New York Education Law § 2-d is one of the strongest student data privacy laws in the country. If you're a technology vendor working with New York schools, compliance isn't optional — and it goes well beyond what FERPA requires.
What 2-d Requires of Vendors
Any third-party contractor that receives student PII or teacher/principal APPR data from a New York educational agency must:
Data Privacy Agreement (DPA)
Before any data is shared, a DPA must be executed that specifies:
- Exactly which data elements will be collected
- The specific purposes for collection
- How the data will be protected
- When and how data will be returned or deleted
- Subcontractor and subprocessor details
Parents' Bill of Rights
Schools must provide a Parents' Bill of Rights that includes the vendor's supplemental information. This must state:
- Student PII cannot be sold or released for commercial purposes
- Parents can inspect and review their child's education records
- Industry-standard safeguards are in place
- A complete list of data elements collected is available
- Parents can file complaints with the school's CPO or NYSED
Breach Notification
Vendors must notify the educational agency of any unauthorized release or acquisition of student PII. Best practice is within 60 calendar days of discovery, though some districts negotiate shorter windows.
Data Minimization
Only collect what's necessary for the educational purpose.
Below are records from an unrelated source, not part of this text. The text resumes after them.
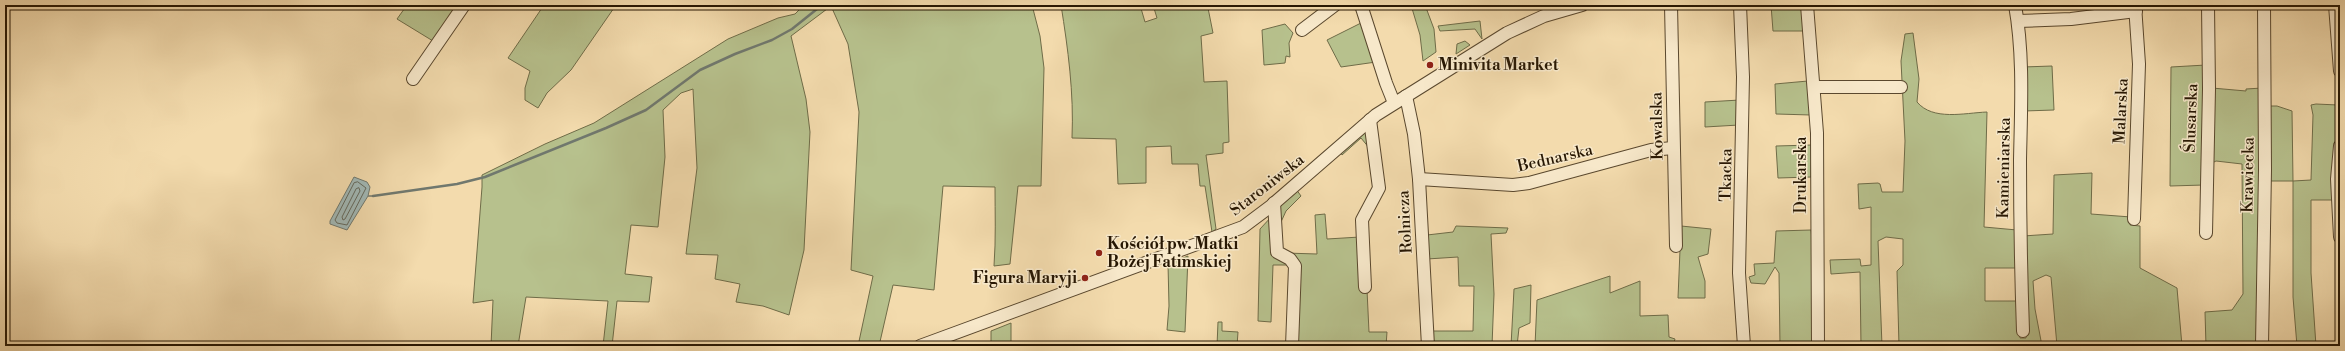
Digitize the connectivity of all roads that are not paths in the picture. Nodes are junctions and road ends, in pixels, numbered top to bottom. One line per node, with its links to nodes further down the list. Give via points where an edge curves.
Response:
1 (464, 5): 16 (street)
2 (1335, 5): 14 (street)
3 (1361, 5): 20 (street)
4 (1582, 5): 19 (street, Staroniwska, via 1525,24)
5 (1671, 5): 23 (street, Kowalska)
6 (1740, 5): 35 (street, Tkacka, via 1743,77 1739,273)
7 (1807, 5): 17 (street, Drukarska)
8 (2015, 5): 13 (street, Kamieniarska)
9 (2208, 5): 27 (street, Ślusarska)
10 (2264, 5): 37 (street, Krawiecka)
11 (2335, 5): 15 (street)
12 (2135, 8): 13 (street, via 2071,19); 26 (street, Malarska, via 2139,64)
13 (2018, 21): 31 (street, Kamieniarska)
14 (1302, 30)
15 (2340, 71)
16 (413, 79)
17 (1815, 87): 18 (street); 36 (street, Drukarska)
18 (1901, 87)
19 (1406, 96): 20 (street, Staroniwska); 24 (street, Rolnicza, via 1414,134)
20 (1394, 103): 21 (street, Staroniwska)
21 (1370, 120): 25 (street, Staroniwska); 30 (street, via 1379,188 1362,220)
22 (2340, 146): 28 (street, via 2337,179)
23 (1673, 148): 24 (street, Bednarska, via 1651,150 1529,184); 29 (street, Kowalska)
24 (1419, 179): 34 (street, Rolnicza)
25 (1274, 203): 32 (street, Staroniwska, via 1243,227); 33 (street, via 1277,252 1290,259 1295,266)
26 (2134, 219)
27 (2206, 233)
28 (2340, 237)
29 (1676, 246)
30 (1365, 287)
31 (2023, 331)
32 (920, 346)
33 (1292, 346)
34 (1428, 346)
35 (1744, 346)
36 (1818, 346)
37 (2262, 346)

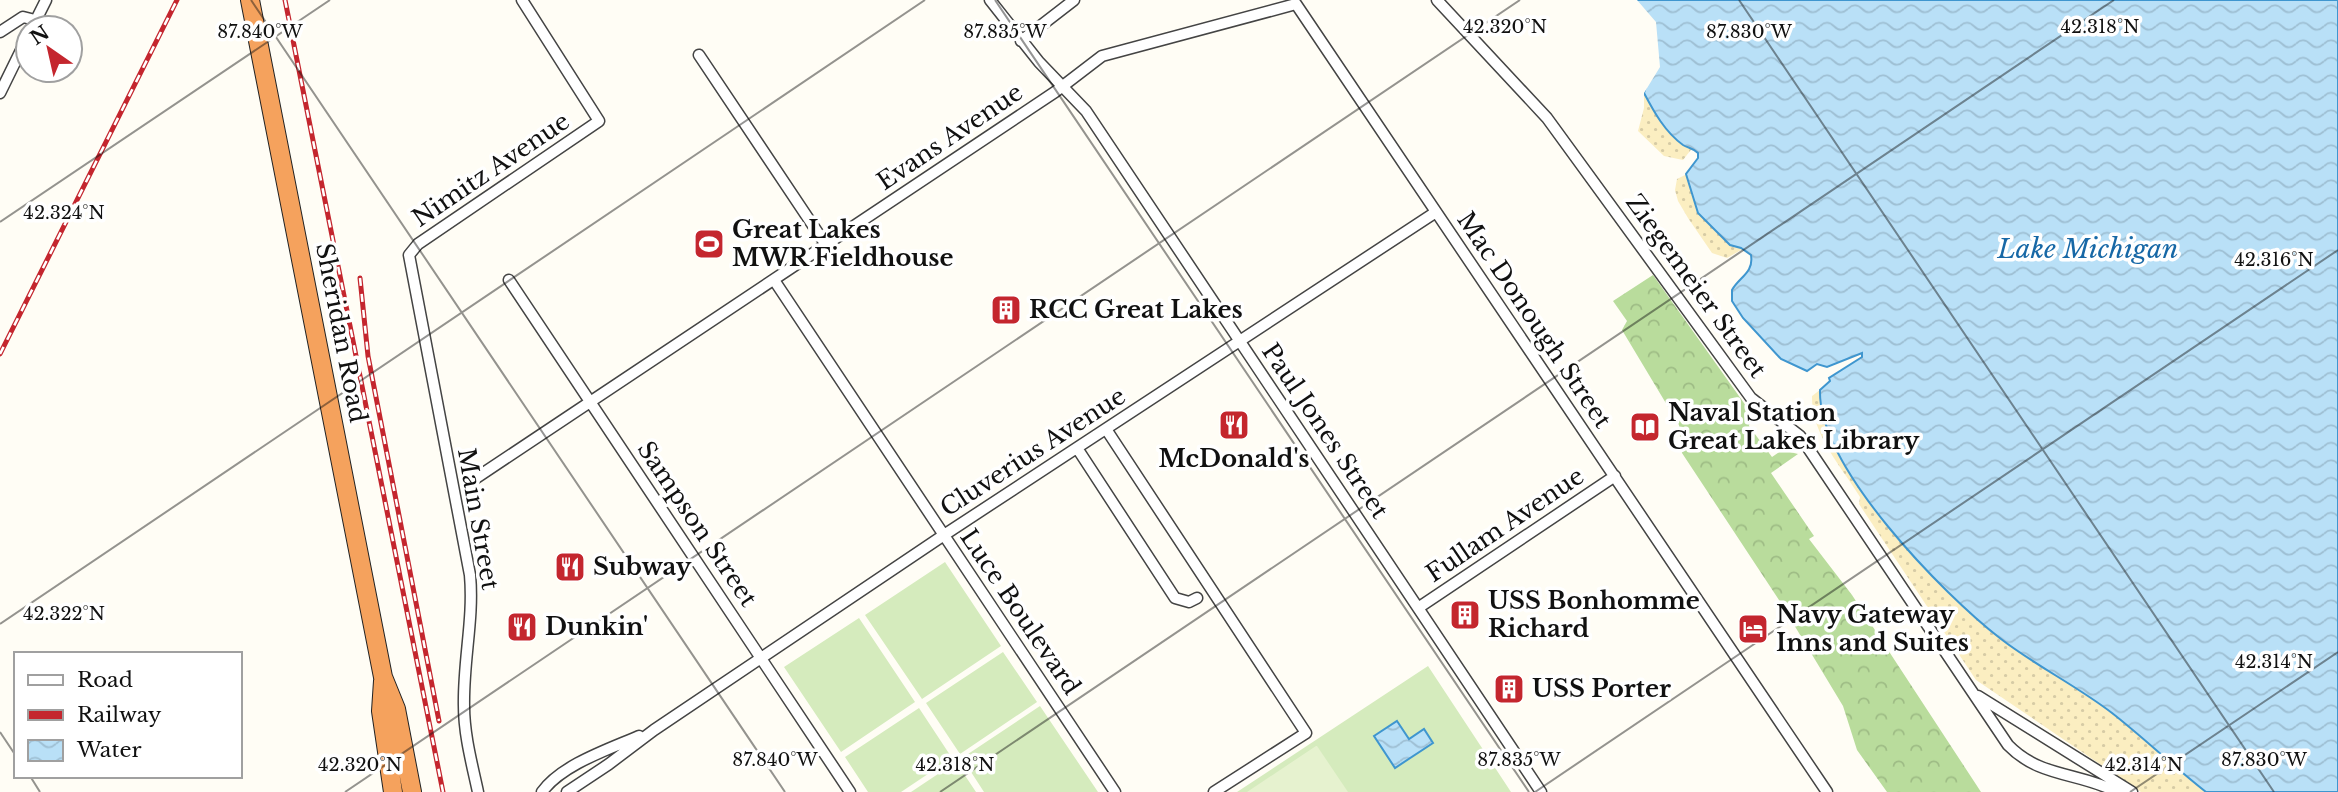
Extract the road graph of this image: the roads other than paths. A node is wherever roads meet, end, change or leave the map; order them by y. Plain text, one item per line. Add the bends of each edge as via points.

If your platform doesn't need a student's home address to function, don't collect it.
Common Compliance Gaps
- No DPA — Many vendors skip the formal agreement, which is a violation
- Vague data practices — "We take privacy seriously" is not a compliance statement
- Undocumented subprocessors — Every third party that touches student data must be listed
- No deletion process — Vendors must be able to return or delete data on request
The Practical Takeaway
If you're building edtech for New York schools, build compliance into your architecture — don't bolt it on after. Multi-tenant data isolation, role-based access controls, audit logging, and documented data retention policies should be part of the foundation, not an afterthought.